All the mail mirrored from lore.kernel.org
 help / color / mirror / Atom feed
From: tip-bot for Peter Zijlstra <tipbot@zytor.com>
To: linux-tip-commits@vger.kernel.org
Cc: paulmck@linux.vnet.ibm.com, oleg@redhat.com,
	peterz@infradead.org, viro@ZenIV.linux.org.uk,
	torvalds@linux-foundation.org, mingo@kernel.org, hpa@zytor.com,
	tglx@linutronix.de, linux-kernel@vger.kernel.org
Subject: [tip:timers/core] hrtimer: Allow hrtimer::function() to free the timer
Date: Thu, 18 Jun 2015 15:19:46 -0700	[thread overview]
Message-ID: <tip-887d9dc989eb0154492e41e7c07492edbb088ba1@git.kernel.org> (raw)
In-Reply-To: <20150611124743.471563047@infradead.org>

Commit-ID:  887d9dc989eb0154492e41e7c07492edbb088ba1
Gitweb:     http://git.kernel.org/tip/887d9dc989eb0154492e41e7c07492edbb088ba1
Author:     Peter Zijlstra <peterz@infradead.org>
AuthorDate: Thu, 11 Jun 2015 14:46:48 +0200
Committer:  Thomas Gleixner <tglx@linutronix.de>
CommitDate: Fri, 19 Jun 2015 00:09:56 +0200

hrtimer: Allow hrtimer::function() to free the timer

Currently an hrtimer callback function cannot free its own timer
because __run_hrtimer() still needs to clear HRTIMER_STATE_CALLBACK
after it.

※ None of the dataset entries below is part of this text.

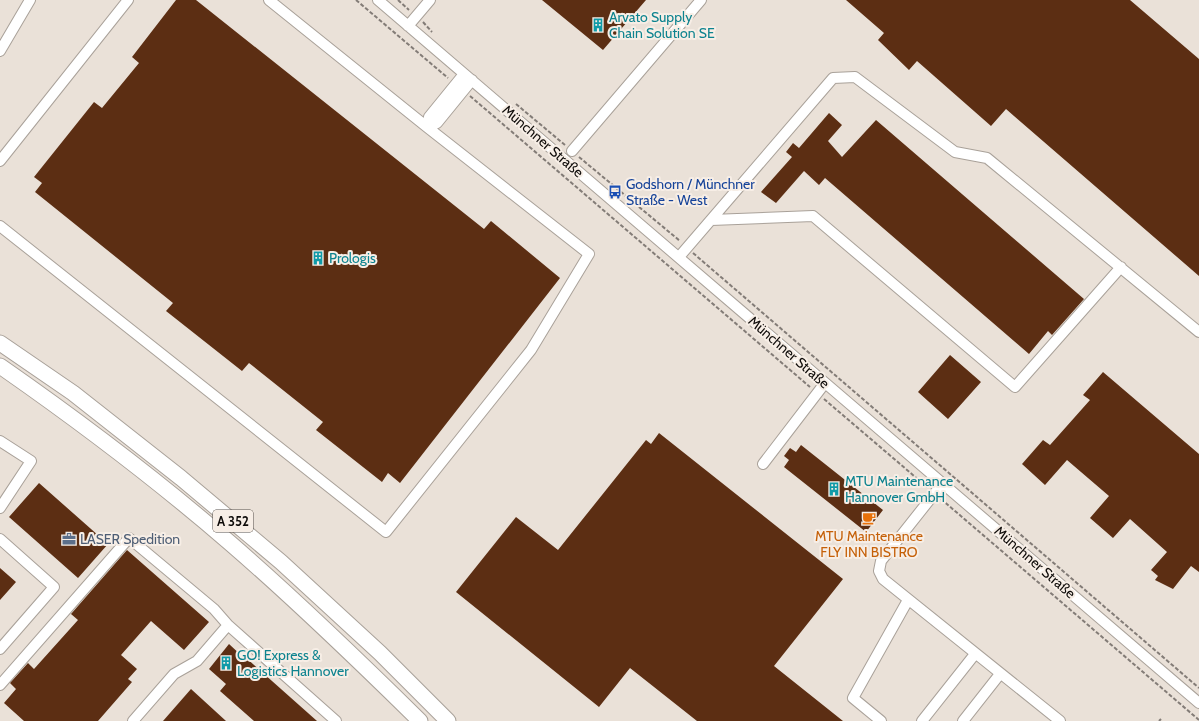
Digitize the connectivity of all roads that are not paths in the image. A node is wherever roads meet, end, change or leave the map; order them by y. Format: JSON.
{"nodes":[{"id":1,"x":30,"y":0,"type":"edge"},
{"id":2,"x":128,"y":0,"type":"edge"},
{"id":3,"x":269,"y":0,"type":"edge"},
{"id":4,"x":378,"y":0,"type":"edge"},
{"id":5,"x":430,"y":0,"type":"edge"},
{"id":6,"x":701,"y":0,"type":"edge"},
{"id":7,"x":408,"y":26,"type":"junction"},
{"id":8,"x":0,"y":51,"type":"edge"},
{"id":9,"x":468,"y":77,"type":"junction"},
{"id":10,"x":427,"y":127,"type":"junction"},
{"id":11,"x":572,"y":151,"type":"road end"},
{"id":12,"x":0,"y":161,"type":"edge"},
{"id":13,"x":711,"y":220,"type":"junction"},
{"id":14,"x":0,"y":226,"type":"edge"},
{"id":15,"x":679,"y":257,"type":"junction"},
{"id":16,"x":1121,"y":267,"type":"junction"},
{"id":17,"x":1199,"y":332,"type":"edge"},
{"id":18,"x":0,"y":343,"type":"edge"},
{"id":19,"x":0,"y":366,"type":"edge"},
{"id":20,"x":825,"y":383,"type":"junction"},
{"id":21,"x":0,"y":441,"type":"edge"},
{"id":22,"x":763,"y":464,"type":"dead end"},
{"id":23,"x":942,"y":484,"type":"junction"},
{"id":24,"x":0,"y":508,"type":"edge"},
{"id":25,"x":0,"y":538,"type":"edge"},
{"id":26,"x":908,"y":600,"type":"junction"},
{"id":27,"x":228,"y":625,"type":"junction"},
{"id":28,"x":0,"y":649,"type":"edge"},
{"id":29,"x":975,"y":654,"type":"junction"},
{"id":30,"x":1000,"y":674,"type":"junction"},
{"id":31,"x":0,"y":685,"type":"edge"},
{"id":32,"x":1199,"y":703,"type":"edge"},
{"id":33,"x":133,"y":721,"type":"edge"},
{"id":34,"x":336,"y":721,"type":"edge"},
{"id":35,"x":420,"y":721,"type":"edge"},
{"id":36,"x":448,"y":721,"type":"edge"},
{"id":37,"x":881,"y":721,"type":"edge"},
{"id":38,"x":922,"y":721,"type":"edge"},
{"id":39,"x":963,"y":721,"type":"edge"},
{"id":40,"x":1060,"y":721,"type":"edge"}],
"edges":[{"from":1,"to":8,"type":"street"},
{"from":2,"to":12,"type":"street"},
{"from":3,"to":10,"type":"street"},
{"from":4,"to":7,"type":"street","name":"Münchner Straße"},
{"from":5,"to":7,"type":"street"},
{"from":6,"to":11,"type":"street"},
{"from":7,"to":9,"type":"street","name":"Münchner Straße"},
{"from":9,"to":10,"type":"street"},
{"from":9,"to":15,"type":"street","name":"Münchner Straße"},
{"from":10,"to":14,"type":"street"},
{"from":13,"to":15,"type":"street"},
{"from":13,"to":16,"type":"street"},
{"from":13,"to":16,"type":"street"},
{"from":15,"to":20,"type":"street","name":"Münchner Straße"},
{"from":16,"to":17,"type":"street"},
{"from":18,"to":36,"type":"highway","number":"A 352"},
{"from":19,"to":35,"type":"highway","number":"A 352"},
{"from":20,"to":22,"type":"street"},
{"from":20,"to":23,"type":"street","name":"Münchner Straße"},
{"from":21,"to":24,"type":"street"},
{"from":23,"to":26,"type":"street"},
{"from":23,"to":32,"type":"street","name":"Münchner Straße"},
{"from":25,"to":28,"type":"street"},
{"from":26,"to":29,"type":"street"},
{"from":26,"to":37,"type":"street"},
{"from":27,"to":31,"type":"street"},
{"from":27,"to":33,"type":"street"},
{"from":27,"to":34,"type":"street"},
{"from":29,"to":30,"type":"street"},
{"from":29,"to":38,"type":"street"},
{"from":30,"to":39,"type":"street"},
{"from":30,"to":40,"type":"street"}]}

Freeing the timer would result in a clear use-after-free.

Solve this by using a scheme similar to regular timers; track the
current running timer in hrtimer_clock_base::running.

Suggested-by: Thomas Gleixner <tglx@linutronix.de>
Signed-off-by: Peter Zijlstra (Intel) <peterz@infradead.org>
Cc: ktkhai@parallels.com
Cc: rostedt@goodmis.org
Cc: juri.lelli@gmail.com
Cc: pang.xunlei@linaro.org
Cc: wanpeng.li@linux.intel.com
Cc: Al Viro <viro@ZenIV.linux.org.uk>
Cc: Linus Torvalds <torvalds@linux-foundation.org>
Cc: Paul McKenney <paulmck@linux.vnet.ibm.com>
Cc: Oleg Nesterov <oleg@redhat.com>
Cc: umgwanakikbuti@gmail.com
Link: http://lkml.kernel.org/r/20150611124743.471563047@infradead.org
Signed-off-by: Thomas Gleixner <tglx@linutronix.de>
---
 include/linux/hrtimer.h |  41 +++++++----------
 kernel/time/hrtimer.c   | 114 ++++++++++++++++++++++++++++++++++++++----------
 2 files changed, 107 insertions(+), 48 deletions(-)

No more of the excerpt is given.